_What the exercise asks_.
Copy out the data exactly as it appears, without a single image.

_Entries provided_.

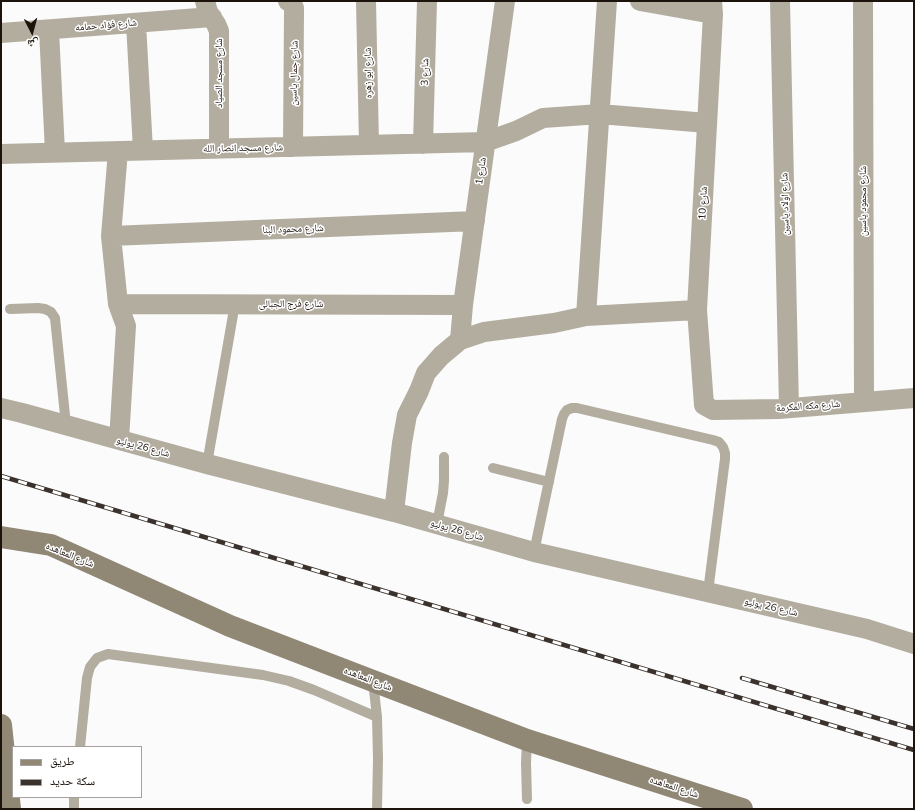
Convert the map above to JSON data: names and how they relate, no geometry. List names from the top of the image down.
{
  "streets": {
    "main road": ["شارع المعاهده"],
    "street": [
      "شارع فؤاد حمامه",
      "شارع 3",
      "شارع مسجد الصياد",
      "شارع جمال ياسين",
      "شارع ابو زهره",
      "شارع مسجد انصار الله",
      "شارع 1",
      "شارع محمود ياسين",
      "شارع 10",
      "شارع اولاد ياسين",
      "شارع محمود البنا",
      "شارع فرج الجبالى",
      "شارع مكه المكرمة",
      "شارع 26 يوليو"
    ]
  },
  "crossings": [
    ["شارع فؤاد حمامه", "شارع مسجد الصياد"],
    ["شارع 3", "شارع مسجد انصار الله"],
    ["شارع مسجد الصياد", "شارع مسجد انصار الله"],
    ["شارع جمال ياسين", "شارع مسجد انصار الله"],
    ["شارع ابو زهره", "شارع مسجد انصار الله"],
    ["شارع مسجد انصار الله", "شارع 1"],
    ["شارع مسجد انصار الله", "شارع 10"],
    ["شارع 1", "شارع محمود البنا"],
    ["شارع 1", "شارع فرج الجبالى"],
    ["شارع محمود ياسين", "شارع مكه المكرمة"],
    ["شارع 10", "شارع مكه المكرمة"],
    ["شارع اولاد ياسين", "شارع مكه المكرمة"]
  ],
  "legend": ["طريق", "سكة حديد"],
  "north": "bottom"
}
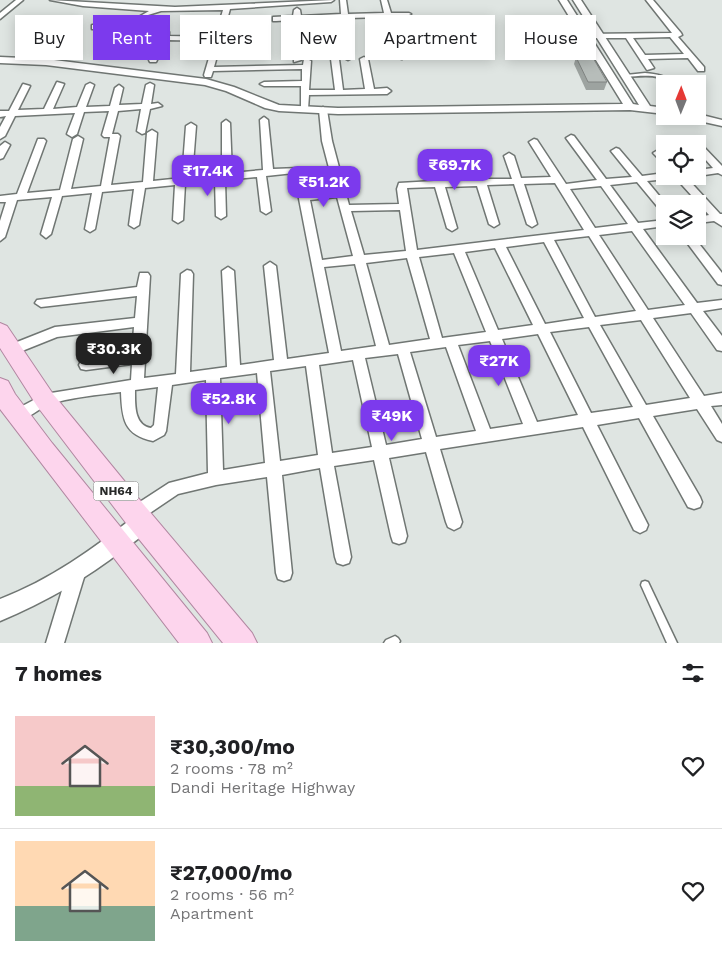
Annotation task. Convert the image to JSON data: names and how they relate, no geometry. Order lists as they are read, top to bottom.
{
  "streets": {
    "main road": ["NH64"]
  },
  "north": "top",
  "page": {
    "chip": [
      "Buy",
      "Rent",
      "Filters",
      "New",
      "Apartment",
      "House"
    ],
    "price": [
      "₹69.7K",
      "₹17.4K",
      "₹51.2K",
      "₹30.3K",
      "₹27K",
      "₹52.8K",
      "₹49K"
    ],
    "heading": "7 homes",
    "list": [
      {
        "name": "₹30,300/mo",
        "note": "2 rooms · 78 m² · Dandi Heritage Highway"
      },
      {
        "name": "₹27,000/mo",
        "note": "2 rooms · 56 m² · Apartment"
      }
    ]
  }
}
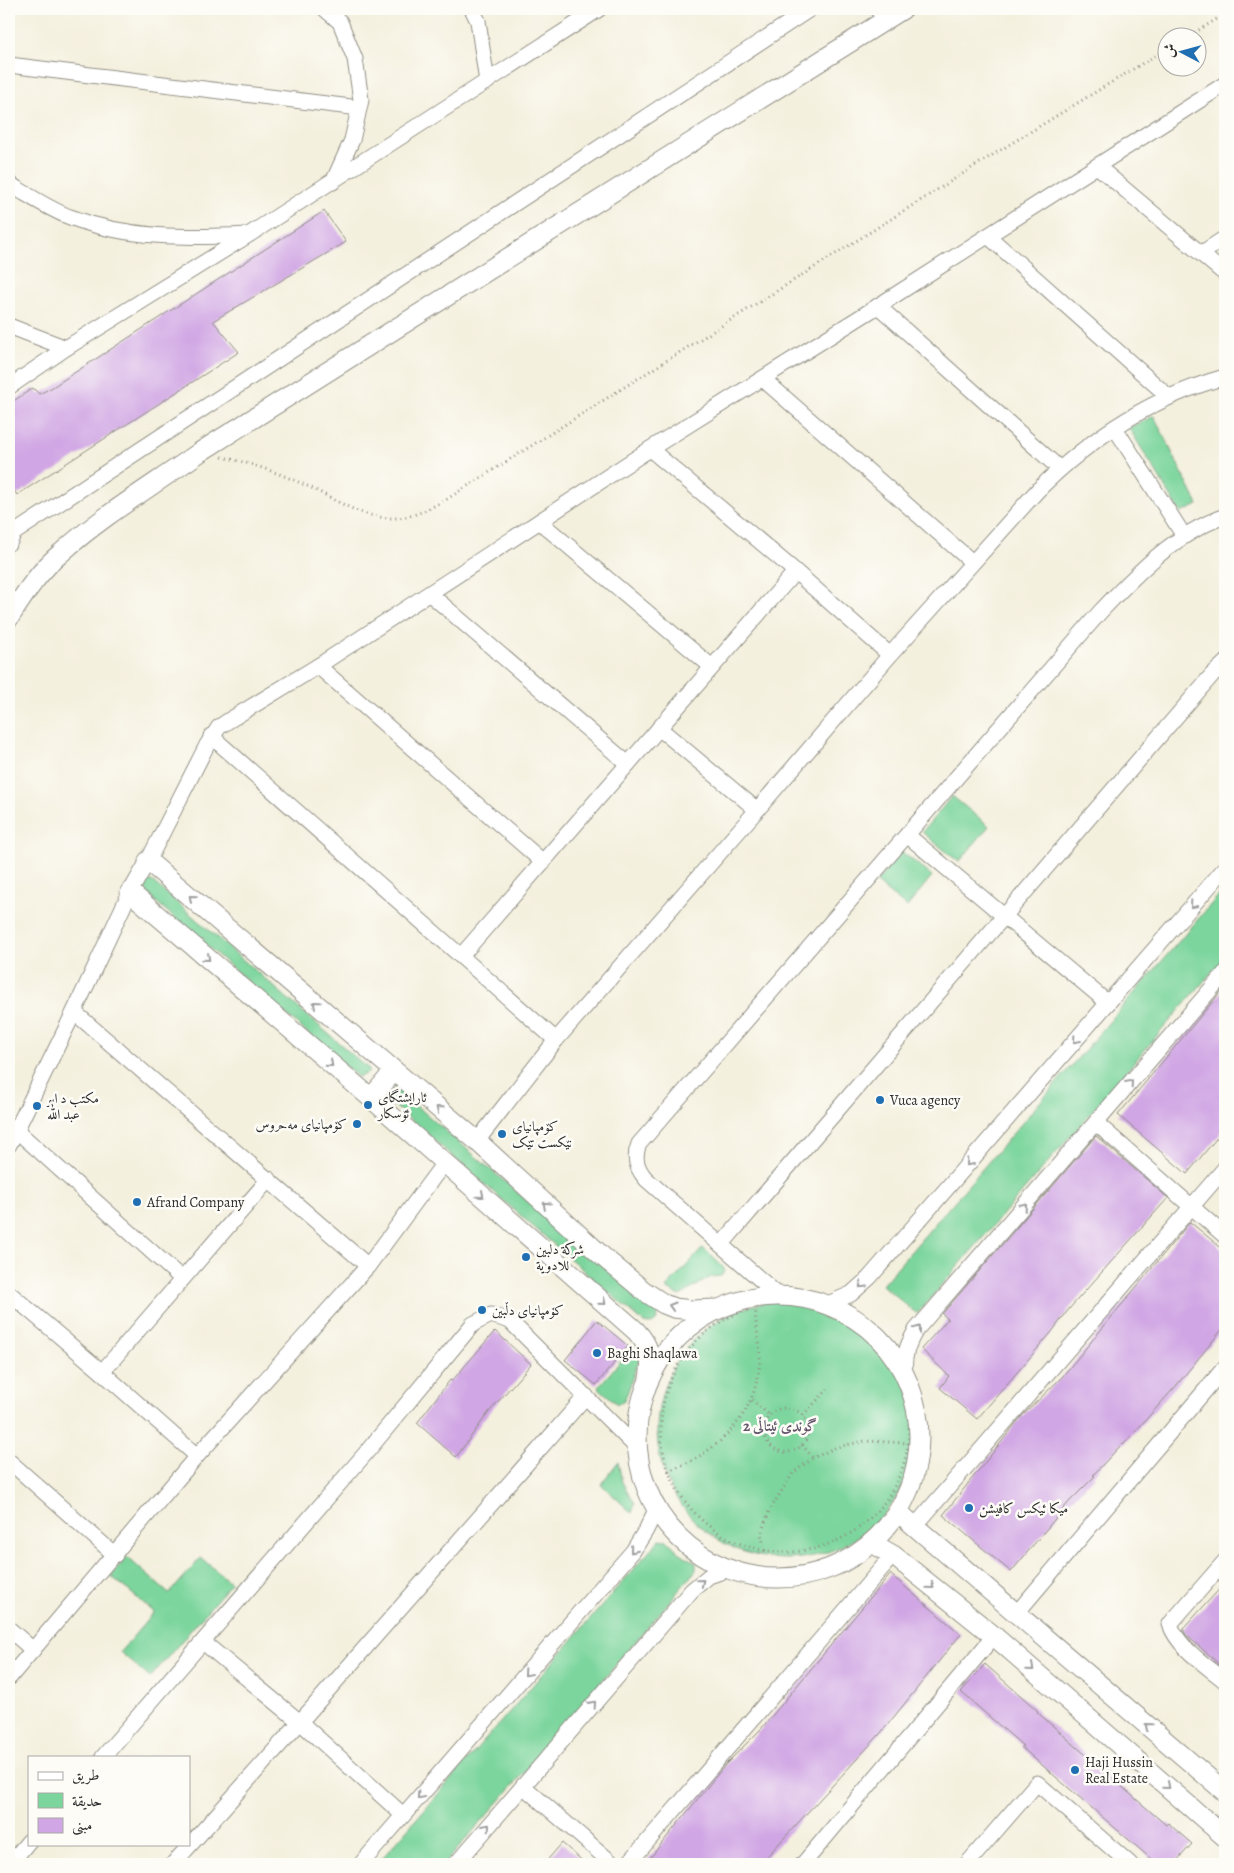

_Solved problem_.
Convert the map above to JSON data: names and how they relate, no geometry. List names from the top of the image down.
{
  "streets": {
    "main road": ["شارع المعاهده"],
    "street": [
      "شارع فؤاد حمامه",
      "شارع 3",
      "شارع مسجد الصياد",
      "شارع جمال ياسين",
      "شارع ابو زهره",
      "شارع مسجد انصار الله",
      "شارع 1",
      "شارع محمود ياسين",
      "شارع 10",
      "شارع اولاد ياسين",
      "شارع محمود البنا",
      "شارع فرج الجبالى",
      "شارع مكه المكرمة",
      "شارع 26 يوليو"
    ]
  },
  "crossings": [
    ["شارع فؤاد حمامه", "شارع مسجد الصياد"],
    ["شارع 3", "شارع مسجد انصار الله"],
    ["شارع مسجد الصياد", "شارع مسجد انصار الله"],
    ["شارع جمال ياسين", "شارع مسجد انصار الله"],
    ["شارع ابو زهره", "شارع مسجد انصار الله"],
    ["شارع مسجد انصار الله", "شارع 1"],
    ["شارع مسجد انصار الله", "شارع 10"],
    ["شارع 1", "شارع محمود البنا"],
    ["شارع 1", "شارع فرج الجبالى"],
    ["شارع محمود ياسين", "شارع مكه المكرمة"],
    ["شارع 10", "شارع مكه المكرمة"],
    ["شارع اولاد ياسين", "شارع مكه المكرمة"]
  ],
  "legend": ["طريق", "سكة حديد"],
  "north": "bottom"
}
Annotation task. Convert the image to JSON data: names and how they relate, no geometry. Order lists as they are read, top to bottom.
{
  "streets": {
    "main road": ["NH64"]
  },
  "north": "top",
  "page": {
    "chip": [
      "Buy",
      "Rent",
      "Filters",
      "New",
      "Apartment",
      "House"
    ],
    "price": [
      "₹69.7K",
      "₹17.4K",
      "₹51.2K",
      "₹30.3K",
      "₹27K",
      "₹52.8K",
      "₹49K"
    ],
    "heading": "7 homes",
    "list": [
      {
        "name": "₹30,300/mo",
        "note": "2 rooms · 78 m² · Dandi Heritage Highway"
      },
      {
        "name": "₹27,000/mo",
        "note": "2 rooms · 56 m² · Apartment"
      }
    ]
  }
}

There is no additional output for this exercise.